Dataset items
<<<<

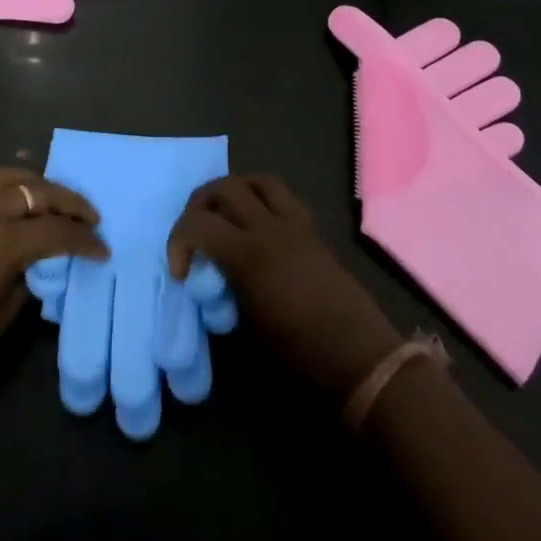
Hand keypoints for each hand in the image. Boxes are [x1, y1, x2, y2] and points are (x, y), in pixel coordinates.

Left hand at [0, 168, 107, 398]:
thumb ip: (27, 282)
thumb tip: (40, 264)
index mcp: (4, 242)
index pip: (58, 232)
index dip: (84, 241)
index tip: (103, 250)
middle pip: (40, 192)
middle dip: (70, 202)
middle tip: (91, 216)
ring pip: (11, 176)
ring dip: (38, 184)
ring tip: (54, 199)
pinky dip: (4, 184)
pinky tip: (10, 197)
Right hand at [167, 175, 400, 399]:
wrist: (362, 360)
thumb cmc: (303, 357)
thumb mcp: (250, 332)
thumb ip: (224, 294)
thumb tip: (210, 282)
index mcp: (250, 256)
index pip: (198, 223)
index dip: (178, 242)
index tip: (181, 273)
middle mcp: (270, 228)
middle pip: (224, 187)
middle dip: (199, 205)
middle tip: (195, 236)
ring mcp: (296, 223)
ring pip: (256, 180)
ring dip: (233, 192)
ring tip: (224, 218)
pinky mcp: (313, 229)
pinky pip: (282, 195)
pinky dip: (261, 199)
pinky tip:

>>>>

▶ REQUIREMENT
Only an exact copy of the entries, with no pictures, is expected as the answer.

▶ ANSWER TO THIS EXERCISE
Hand keypoints for each hand in the image. Boxes are [x1, y1, x2, y2] and points are (x, y), in pixel coordinates.

Left hand at [0, 168, 107, 398]:
thumb ip: (27, 282)
thumb tip: (40, 264)
index mcp: (4, 242)
index pip: (58, 232)
index dip: (84, 241)
index tip: (103, 250)
middle pip: (40, 192)
middle dip: (70, 202)
middle tip: (91, 216)
ring pip: (11, 176)
ring dip: (38, 184)
ring tip: (54, 199)
pinky dip: (4, 184)
pinky tip: (10, 197)
Right hand at [167, 175, 400, 399]:
wrist: (362, 360)
thumb cmc: (303, 357)
thumb mcp: (250, 332)
thumb ip: (224, 294)
thumb tip: (210, 282)
index mcp: (250, 256)
index pip: (198, 223)
index dip: (178, 242)
index tip: (181, 273)
middle mcp: (270, 228)
middle pip: (224, 187)
middle dip: (199, 205)
middle tip: (195, 236)
ring mcp: (296, 223)
ring pip: (256, 180)
ring dip: (233, 192)
ring tip: (224, 218)
pinky mcp: (313, 229)
pinky pip: (282, 195)
pinky dip: (261, 199)
pinky tip:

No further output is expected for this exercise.